The rise of the State in the capital of some groups must not be a taboo. In many occasions, and it is not necessary to come back to 1982, that action has been successful, as in the Alstom case fifteen years ago or, more recently, with Peugeot. Taxpayers must be satisfied because in most of the cases, when the State sold its whole or a share of its participation, it realized a capital gain.
In the past, the supporting policy in favor of enterprises has been offered without any counterpart and was not focused. The sectors which were exposed to international competition did not receive more than these which were protected from it as retailers, banks or insurance companies. The analysis of French foreign trade evolution shows that the expected result, the rebound of a supposed lost competitiveness, has not been reached. These social and fiscal charges transfers have been financed by an increased taxation of household and an augmentation of the public indebtedness. That had an unfavorable impact on activity and French economy during these last ten years endured its lowest growth since 1945. The crisis it is going through will cause the deepest recession since the war. The only possible answer is a deep change of the economic policy.

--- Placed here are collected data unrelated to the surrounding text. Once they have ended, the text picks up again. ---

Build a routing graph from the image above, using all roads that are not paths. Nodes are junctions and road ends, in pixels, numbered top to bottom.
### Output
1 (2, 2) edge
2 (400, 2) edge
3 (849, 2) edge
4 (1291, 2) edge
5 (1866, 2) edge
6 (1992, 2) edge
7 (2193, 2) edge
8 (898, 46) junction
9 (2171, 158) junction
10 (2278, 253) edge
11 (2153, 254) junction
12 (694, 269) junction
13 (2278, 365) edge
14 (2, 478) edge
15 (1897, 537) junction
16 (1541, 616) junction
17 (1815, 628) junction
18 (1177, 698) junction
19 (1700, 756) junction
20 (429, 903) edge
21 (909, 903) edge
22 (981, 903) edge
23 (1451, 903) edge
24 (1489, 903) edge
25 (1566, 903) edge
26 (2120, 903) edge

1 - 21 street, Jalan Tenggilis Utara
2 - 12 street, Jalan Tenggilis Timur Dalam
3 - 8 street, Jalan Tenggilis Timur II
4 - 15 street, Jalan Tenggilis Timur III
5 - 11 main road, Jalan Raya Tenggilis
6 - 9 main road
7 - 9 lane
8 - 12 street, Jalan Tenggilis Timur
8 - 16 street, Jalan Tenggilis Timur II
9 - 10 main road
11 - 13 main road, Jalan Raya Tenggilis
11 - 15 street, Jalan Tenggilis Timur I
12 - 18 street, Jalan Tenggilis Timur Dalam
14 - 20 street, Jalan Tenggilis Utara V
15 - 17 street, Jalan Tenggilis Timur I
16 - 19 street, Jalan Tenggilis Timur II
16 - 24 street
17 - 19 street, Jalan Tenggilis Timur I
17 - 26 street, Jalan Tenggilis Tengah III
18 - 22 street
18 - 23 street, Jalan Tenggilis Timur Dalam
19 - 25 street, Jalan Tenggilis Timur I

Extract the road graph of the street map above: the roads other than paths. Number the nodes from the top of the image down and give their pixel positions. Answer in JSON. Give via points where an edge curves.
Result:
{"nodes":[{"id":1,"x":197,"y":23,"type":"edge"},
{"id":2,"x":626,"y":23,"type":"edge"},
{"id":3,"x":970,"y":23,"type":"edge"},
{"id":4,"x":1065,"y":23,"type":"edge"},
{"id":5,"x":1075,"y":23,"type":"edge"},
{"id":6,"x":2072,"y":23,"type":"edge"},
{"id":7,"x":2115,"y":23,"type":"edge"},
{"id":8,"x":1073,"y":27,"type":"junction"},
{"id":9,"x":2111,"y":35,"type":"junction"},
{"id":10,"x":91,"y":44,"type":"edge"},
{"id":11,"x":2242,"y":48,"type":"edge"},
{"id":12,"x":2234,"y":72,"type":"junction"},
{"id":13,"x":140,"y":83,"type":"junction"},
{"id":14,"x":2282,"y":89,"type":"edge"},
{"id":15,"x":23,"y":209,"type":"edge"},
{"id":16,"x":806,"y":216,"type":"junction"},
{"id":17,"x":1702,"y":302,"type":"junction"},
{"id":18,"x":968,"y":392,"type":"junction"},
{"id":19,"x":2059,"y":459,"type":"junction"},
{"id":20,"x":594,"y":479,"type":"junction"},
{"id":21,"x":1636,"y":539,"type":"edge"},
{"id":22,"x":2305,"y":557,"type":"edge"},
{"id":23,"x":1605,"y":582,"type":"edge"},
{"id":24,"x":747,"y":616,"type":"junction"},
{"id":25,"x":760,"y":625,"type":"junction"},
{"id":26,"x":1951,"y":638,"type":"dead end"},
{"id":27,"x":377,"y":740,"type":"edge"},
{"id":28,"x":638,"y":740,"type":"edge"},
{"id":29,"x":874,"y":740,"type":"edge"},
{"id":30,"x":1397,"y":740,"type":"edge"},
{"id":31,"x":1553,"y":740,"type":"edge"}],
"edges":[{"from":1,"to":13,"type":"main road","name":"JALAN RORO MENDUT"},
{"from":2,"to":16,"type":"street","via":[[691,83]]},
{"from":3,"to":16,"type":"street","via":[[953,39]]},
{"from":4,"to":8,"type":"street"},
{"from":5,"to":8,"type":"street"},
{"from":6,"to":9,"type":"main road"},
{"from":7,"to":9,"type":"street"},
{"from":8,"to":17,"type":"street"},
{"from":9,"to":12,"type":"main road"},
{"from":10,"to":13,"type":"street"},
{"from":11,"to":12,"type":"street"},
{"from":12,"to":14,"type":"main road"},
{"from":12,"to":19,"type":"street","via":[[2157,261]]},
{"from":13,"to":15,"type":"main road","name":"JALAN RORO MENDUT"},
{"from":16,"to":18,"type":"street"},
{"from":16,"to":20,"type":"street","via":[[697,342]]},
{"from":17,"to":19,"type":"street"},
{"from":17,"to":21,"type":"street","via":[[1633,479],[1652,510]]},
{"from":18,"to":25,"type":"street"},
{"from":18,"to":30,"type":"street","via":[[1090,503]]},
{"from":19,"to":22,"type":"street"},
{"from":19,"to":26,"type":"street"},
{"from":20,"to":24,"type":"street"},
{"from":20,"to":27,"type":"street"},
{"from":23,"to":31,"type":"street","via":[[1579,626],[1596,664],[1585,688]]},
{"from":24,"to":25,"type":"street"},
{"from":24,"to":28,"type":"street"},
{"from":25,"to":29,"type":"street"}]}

The industrial policy is not a matter of ideology but of practices. To rethink it to adapt it to our international environment and to make it understood by economic agents would be a central element of this new economic policy. The seriousness of the situation demands the support of everyone and a change in behaviors because it is an illusion to think that the simple announcement of supporting plans along with hundreds of billions will be enough to ensure the rebound of the French industry.